_WHAT THE TASK ASKS_
Only the lines from the start of the data through the one containing "0 1502 translate 1 -1 scale" belong in your answer; return them exactly.

_Records from a dataset_

□ □ □ □

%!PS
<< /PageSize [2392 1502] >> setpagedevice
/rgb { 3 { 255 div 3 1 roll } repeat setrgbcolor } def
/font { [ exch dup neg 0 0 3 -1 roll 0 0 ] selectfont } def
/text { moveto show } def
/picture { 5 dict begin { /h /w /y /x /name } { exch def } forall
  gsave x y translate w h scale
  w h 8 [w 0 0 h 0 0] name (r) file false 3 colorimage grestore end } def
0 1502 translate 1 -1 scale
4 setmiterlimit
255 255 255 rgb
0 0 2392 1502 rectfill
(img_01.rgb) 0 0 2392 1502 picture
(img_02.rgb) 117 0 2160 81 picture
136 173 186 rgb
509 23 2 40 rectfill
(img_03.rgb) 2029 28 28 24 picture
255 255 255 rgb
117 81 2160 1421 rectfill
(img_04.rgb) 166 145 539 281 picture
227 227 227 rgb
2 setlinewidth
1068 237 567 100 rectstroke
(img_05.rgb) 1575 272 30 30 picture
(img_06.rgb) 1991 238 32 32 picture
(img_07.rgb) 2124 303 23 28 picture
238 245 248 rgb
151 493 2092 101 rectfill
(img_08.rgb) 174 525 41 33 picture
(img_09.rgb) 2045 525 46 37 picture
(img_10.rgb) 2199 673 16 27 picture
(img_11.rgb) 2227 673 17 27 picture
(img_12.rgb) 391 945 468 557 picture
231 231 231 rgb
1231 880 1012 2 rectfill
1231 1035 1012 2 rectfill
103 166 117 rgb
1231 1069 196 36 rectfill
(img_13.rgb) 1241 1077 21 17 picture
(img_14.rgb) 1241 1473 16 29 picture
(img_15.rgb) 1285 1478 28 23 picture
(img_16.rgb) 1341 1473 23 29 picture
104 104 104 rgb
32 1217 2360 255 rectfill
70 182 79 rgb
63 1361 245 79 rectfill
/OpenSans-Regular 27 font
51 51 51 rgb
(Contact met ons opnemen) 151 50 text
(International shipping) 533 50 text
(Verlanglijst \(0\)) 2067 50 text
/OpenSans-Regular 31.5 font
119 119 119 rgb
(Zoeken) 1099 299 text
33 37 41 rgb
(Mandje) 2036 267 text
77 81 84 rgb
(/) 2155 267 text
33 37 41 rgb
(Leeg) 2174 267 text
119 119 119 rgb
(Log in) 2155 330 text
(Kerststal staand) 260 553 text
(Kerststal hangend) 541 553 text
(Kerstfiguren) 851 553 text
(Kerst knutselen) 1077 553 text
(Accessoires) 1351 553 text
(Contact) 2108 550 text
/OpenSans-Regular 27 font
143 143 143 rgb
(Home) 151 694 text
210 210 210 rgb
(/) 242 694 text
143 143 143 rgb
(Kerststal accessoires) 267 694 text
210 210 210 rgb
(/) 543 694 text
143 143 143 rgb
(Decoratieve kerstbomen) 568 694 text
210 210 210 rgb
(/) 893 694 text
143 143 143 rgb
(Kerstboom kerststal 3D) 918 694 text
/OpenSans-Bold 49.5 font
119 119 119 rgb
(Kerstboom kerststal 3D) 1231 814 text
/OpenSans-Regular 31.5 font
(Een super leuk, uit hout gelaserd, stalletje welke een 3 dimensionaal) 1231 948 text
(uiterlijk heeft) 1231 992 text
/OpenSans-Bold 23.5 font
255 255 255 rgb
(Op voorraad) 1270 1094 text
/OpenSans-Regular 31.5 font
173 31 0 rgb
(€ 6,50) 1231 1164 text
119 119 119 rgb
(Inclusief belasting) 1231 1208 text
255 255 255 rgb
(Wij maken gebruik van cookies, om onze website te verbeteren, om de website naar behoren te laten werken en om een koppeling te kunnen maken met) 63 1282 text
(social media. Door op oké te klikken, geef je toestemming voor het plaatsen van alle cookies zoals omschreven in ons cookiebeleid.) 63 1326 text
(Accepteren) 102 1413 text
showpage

□ □ □ □

_ANSWER SECTION_
%!PS
<< /PageSize [2392 1502] >> setpagedevice
/rgb { 3 { 255 div 3 1 roll } repeat setrgbcolor } def
/font { [ exch dup neg 0 0 3 -1 roll 0 0 ] selectfont } def
/text { moveto show } def
/picture { 5 dict begin { /h /w /y /x /name } { exch def } forall
  gsave x y translate w h scale
  w h 8 [w 0 0 h 0 0] name (r) file false 3 colorimage grestore end } def
0 1502 translate 1 -1 scale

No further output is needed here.